## Task objective
Lines below that hold the word "Harapan" must be copied in full.
##########
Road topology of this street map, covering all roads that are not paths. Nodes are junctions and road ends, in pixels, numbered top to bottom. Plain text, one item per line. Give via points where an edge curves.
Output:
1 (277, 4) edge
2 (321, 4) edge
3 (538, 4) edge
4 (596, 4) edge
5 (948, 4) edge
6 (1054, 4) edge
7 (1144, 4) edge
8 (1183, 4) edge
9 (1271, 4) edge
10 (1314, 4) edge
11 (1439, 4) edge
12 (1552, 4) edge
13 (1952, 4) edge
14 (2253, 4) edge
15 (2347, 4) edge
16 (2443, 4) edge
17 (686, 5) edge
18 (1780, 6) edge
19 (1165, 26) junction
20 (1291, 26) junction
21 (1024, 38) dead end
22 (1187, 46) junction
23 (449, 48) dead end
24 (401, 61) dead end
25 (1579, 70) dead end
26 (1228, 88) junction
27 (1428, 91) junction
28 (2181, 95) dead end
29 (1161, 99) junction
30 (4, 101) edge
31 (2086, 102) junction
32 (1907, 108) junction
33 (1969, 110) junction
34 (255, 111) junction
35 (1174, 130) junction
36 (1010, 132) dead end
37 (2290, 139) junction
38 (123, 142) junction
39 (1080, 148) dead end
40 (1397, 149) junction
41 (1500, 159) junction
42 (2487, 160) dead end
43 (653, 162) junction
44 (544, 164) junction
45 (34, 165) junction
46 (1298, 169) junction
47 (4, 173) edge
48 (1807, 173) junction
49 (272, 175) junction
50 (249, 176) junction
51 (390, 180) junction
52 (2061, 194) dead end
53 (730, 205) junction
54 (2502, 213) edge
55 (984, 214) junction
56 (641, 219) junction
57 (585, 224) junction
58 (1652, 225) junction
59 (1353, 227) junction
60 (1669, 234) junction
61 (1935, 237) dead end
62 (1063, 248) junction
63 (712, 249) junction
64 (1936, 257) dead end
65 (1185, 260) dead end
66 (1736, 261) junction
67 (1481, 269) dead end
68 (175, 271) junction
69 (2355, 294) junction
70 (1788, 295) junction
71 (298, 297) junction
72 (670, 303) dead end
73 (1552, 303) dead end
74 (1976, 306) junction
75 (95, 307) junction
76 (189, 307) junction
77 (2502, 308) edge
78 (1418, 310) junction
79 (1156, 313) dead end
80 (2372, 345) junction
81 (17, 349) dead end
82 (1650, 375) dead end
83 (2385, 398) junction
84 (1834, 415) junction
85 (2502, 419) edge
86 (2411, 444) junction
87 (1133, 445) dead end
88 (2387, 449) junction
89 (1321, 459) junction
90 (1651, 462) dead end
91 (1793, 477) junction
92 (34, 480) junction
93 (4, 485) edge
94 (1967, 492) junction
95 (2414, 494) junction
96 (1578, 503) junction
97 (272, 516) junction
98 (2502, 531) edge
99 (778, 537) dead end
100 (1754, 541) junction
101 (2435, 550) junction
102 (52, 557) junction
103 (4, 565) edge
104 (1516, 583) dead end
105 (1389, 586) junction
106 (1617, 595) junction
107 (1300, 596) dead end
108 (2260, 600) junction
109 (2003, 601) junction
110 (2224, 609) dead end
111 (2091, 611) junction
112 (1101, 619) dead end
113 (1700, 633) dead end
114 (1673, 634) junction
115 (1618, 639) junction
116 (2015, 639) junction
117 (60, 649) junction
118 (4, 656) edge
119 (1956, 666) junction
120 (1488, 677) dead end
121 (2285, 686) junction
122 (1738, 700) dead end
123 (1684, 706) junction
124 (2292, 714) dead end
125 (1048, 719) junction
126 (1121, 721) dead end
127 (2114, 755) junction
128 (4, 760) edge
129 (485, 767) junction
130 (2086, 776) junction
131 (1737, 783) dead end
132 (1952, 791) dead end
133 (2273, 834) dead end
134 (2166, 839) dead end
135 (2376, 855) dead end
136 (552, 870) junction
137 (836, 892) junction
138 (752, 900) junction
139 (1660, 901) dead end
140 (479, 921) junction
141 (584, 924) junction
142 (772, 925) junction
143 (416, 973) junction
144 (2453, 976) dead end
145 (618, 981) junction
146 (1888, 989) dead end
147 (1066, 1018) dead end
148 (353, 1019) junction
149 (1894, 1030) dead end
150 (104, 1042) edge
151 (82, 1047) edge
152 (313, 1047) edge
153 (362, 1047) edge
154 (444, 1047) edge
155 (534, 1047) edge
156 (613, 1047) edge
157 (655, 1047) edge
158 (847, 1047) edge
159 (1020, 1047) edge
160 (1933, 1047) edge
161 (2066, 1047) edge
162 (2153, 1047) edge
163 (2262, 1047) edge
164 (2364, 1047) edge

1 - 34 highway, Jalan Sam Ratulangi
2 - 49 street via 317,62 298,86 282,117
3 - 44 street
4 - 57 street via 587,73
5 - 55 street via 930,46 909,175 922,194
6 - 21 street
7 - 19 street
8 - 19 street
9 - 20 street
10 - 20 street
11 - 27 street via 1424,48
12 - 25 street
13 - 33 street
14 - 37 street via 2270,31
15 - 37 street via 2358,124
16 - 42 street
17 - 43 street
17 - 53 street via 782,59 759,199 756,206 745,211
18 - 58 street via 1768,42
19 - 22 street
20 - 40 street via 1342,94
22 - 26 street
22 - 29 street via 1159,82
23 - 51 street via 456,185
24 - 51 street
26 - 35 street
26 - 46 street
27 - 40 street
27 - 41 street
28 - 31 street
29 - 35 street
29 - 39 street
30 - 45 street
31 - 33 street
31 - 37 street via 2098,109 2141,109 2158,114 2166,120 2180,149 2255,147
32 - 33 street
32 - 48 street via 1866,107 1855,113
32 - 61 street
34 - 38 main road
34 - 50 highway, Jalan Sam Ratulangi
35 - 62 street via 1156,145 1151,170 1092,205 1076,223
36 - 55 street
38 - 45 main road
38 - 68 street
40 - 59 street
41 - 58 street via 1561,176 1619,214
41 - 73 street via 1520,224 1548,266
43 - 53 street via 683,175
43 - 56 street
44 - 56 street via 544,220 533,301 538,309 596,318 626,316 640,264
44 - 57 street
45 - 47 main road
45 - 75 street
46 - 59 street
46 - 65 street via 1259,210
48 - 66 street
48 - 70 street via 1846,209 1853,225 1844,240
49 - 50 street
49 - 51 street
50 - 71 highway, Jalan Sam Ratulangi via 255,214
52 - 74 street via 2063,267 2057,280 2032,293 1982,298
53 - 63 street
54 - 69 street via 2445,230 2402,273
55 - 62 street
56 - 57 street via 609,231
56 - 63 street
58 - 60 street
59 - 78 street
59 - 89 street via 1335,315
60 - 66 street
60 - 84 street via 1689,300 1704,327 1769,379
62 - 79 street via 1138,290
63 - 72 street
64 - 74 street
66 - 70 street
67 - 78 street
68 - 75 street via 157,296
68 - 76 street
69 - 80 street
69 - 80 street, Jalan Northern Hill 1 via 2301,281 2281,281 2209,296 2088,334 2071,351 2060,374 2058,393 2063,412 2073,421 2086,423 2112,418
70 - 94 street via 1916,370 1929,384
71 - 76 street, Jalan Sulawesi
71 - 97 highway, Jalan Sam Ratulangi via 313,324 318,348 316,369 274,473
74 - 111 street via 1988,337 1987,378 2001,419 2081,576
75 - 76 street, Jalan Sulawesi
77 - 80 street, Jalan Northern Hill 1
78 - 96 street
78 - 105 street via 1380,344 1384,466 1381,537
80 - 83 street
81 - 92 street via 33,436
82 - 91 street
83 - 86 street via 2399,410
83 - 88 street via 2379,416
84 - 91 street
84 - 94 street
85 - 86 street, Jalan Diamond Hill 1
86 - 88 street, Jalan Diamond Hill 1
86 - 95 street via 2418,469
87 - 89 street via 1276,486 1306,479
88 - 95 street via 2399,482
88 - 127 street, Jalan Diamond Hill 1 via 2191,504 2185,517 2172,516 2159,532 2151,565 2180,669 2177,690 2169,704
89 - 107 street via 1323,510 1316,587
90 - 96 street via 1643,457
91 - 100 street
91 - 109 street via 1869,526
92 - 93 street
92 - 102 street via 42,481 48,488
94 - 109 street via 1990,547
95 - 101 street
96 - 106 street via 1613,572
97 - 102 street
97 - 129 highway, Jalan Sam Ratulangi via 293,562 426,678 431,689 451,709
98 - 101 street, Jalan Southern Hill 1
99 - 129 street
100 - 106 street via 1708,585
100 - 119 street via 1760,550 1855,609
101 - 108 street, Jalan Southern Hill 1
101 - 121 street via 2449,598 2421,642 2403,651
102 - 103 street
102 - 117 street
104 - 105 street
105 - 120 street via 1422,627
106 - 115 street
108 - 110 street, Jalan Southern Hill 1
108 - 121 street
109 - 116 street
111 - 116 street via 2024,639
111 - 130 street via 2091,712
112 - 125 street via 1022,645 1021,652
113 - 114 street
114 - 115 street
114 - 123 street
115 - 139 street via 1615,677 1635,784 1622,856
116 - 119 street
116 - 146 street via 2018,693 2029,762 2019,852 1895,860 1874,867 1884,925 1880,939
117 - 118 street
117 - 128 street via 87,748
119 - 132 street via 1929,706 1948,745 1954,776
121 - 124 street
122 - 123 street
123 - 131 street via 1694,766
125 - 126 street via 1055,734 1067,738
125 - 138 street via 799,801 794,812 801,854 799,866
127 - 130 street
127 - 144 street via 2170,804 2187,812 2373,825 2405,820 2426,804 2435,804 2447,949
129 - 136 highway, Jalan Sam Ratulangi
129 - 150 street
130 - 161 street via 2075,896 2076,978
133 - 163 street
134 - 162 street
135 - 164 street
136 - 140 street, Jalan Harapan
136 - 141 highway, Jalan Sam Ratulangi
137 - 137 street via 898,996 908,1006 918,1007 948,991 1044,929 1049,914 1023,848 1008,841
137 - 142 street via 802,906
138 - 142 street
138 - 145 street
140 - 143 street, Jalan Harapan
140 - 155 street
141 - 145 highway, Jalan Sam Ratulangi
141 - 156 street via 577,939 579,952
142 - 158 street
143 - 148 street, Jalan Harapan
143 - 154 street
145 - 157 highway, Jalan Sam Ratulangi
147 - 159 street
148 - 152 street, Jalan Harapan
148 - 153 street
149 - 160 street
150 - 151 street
##########
## Reply
136 - 140 street, Jalan Harapan
140 - 143 street, Jalan Harapan
143 - 148 street, Jalan Harapan
148 - 152 street, Jalan Harapan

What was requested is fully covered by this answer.